== Exercise aim ==
The answer should be a single number: how many lines of the entries below hold the word "Messedamm".

== Records supplied ==
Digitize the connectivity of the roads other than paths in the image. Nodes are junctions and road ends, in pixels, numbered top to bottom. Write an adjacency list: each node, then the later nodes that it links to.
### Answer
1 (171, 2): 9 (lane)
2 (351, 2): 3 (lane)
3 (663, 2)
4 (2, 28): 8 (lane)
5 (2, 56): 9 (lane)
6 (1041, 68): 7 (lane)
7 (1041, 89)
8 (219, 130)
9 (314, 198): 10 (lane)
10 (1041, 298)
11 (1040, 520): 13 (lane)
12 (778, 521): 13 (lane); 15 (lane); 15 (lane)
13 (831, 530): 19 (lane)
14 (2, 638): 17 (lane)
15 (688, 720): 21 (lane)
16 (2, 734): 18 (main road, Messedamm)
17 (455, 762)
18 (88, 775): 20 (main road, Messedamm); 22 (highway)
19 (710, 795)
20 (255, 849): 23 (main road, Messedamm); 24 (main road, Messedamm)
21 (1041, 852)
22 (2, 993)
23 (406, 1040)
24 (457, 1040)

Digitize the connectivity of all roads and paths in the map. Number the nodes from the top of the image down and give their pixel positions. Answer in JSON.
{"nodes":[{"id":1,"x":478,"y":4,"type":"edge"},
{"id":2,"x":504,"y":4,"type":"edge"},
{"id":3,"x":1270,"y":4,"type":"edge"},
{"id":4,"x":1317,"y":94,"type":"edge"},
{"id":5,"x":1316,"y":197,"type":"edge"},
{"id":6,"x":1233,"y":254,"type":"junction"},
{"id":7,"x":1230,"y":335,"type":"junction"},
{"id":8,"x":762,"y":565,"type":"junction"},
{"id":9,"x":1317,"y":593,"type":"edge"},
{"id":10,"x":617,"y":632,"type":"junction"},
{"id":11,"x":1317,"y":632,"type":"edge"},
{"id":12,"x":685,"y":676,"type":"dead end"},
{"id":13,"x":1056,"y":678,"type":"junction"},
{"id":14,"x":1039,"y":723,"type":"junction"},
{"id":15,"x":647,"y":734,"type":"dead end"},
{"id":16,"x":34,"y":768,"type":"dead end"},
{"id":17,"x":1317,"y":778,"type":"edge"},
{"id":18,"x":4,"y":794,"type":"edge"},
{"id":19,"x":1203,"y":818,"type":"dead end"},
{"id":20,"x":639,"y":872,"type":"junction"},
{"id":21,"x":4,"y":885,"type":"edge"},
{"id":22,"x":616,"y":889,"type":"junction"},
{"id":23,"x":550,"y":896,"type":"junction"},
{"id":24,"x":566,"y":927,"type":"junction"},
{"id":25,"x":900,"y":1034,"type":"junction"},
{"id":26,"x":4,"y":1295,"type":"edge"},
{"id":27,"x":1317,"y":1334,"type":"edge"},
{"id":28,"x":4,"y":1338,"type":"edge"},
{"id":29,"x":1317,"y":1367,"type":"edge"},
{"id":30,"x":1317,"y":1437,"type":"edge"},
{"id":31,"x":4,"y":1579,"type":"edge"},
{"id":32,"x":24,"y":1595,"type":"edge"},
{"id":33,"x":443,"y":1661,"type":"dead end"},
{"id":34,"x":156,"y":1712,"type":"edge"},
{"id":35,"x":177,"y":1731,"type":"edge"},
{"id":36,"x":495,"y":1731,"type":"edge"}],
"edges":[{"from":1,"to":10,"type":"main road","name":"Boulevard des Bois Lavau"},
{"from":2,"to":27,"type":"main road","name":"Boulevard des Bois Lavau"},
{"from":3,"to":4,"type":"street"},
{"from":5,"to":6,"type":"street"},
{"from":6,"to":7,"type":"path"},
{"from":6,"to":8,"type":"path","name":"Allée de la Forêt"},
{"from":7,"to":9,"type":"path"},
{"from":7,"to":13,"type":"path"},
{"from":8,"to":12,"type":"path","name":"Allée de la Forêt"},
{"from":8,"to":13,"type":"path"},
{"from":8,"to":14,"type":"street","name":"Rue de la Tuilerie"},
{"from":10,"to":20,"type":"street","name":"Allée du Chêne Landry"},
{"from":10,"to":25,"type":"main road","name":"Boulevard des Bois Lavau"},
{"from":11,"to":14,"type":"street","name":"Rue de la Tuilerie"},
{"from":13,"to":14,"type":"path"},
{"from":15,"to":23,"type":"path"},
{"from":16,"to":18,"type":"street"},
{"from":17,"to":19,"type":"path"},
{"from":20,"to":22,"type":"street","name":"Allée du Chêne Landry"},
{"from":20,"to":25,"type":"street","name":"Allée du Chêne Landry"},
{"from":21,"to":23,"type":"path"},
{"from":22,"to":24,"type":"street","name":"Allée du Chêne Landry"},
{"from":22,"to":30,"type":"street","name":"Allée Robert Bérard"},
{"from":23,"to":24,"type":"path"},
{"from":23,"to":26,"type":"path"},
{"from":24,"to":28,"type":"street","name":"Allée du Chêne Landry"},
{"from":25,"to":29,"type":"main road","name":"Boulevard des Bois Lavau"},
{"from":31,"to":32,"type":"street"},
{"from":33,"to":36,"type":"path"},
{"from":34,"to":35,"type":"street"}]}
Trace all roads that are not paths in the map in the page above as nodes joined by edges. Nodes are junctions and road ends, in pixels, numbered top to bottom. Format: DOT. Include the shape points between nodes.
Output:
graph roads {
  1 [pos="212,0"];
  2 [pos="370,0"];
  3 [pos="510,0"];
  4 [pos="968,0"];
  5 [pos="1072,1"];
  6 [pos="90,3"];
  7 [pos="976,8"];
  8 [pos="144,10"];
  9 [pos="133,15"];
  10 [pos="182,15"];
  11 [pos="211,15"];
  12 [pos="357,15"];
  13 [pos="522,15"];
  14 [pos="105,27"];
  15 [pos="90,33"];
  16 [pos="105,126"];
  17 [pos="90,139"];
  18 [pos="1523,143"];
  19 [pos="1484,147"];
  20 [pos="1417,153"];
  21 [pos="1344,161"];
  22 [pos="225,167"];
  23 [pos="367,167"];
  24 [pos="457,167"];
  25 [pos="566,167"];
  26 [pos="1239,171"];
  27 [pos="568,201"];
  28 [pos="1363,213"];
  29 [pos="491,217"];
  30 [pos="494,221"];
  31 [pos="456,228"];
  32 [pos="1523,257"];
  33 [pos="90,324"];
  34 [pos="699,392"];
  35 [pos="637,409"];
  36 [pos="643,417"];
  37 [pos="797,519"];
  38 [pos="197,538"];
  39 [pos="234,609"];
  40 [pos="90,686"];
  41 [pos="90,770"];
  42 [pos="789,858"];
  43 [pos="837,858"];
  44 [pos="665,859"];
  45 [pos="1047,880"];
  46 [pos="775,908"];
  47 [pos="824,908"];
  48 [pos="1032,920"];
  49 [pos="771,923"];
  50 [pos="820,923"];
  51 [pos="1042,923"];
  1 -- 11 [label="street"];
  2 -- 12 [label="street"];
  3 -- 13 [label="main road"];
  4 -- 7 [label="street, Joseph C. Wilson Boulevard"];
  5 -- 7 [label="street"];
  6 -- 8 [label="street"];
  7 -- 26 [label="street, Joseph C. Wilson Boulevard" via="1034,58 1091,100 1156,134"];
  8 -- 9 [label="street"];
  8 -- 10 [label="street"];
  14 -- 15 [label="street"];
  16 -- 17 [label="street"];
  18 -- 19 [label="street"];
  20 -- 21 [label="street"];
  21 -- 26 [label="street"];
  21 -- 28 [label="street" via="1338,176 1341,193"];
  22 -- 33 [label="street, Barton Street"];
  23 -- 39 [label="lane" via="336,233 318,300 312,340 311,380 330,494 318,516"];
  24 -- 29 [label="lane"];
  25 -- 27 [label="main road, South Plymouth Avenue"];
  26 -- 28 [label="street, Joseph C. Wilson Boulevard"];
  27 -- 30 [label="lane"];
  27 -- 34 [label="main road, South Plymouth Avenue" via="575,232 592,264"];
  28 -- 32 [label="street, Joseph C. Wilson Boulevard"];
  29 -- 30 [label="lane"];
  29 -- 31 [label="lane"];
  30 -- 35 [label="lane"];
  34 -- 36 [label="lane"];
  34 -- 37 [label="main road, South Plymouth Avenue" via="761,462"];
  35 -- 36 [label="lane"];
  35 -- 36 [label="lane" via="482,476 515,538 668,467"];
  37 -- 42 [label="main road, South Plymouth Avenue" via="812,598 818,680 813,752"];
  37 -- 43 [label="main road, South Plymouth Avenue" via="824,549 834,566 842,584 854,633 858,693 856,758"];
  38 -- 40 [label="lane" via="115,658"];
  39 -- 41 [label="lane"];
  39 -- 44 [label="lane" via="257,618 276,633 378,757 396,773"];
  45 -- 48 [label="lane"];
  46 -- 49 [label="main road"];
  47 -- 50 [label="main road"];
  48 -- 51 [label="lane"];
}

== Final answer ==
3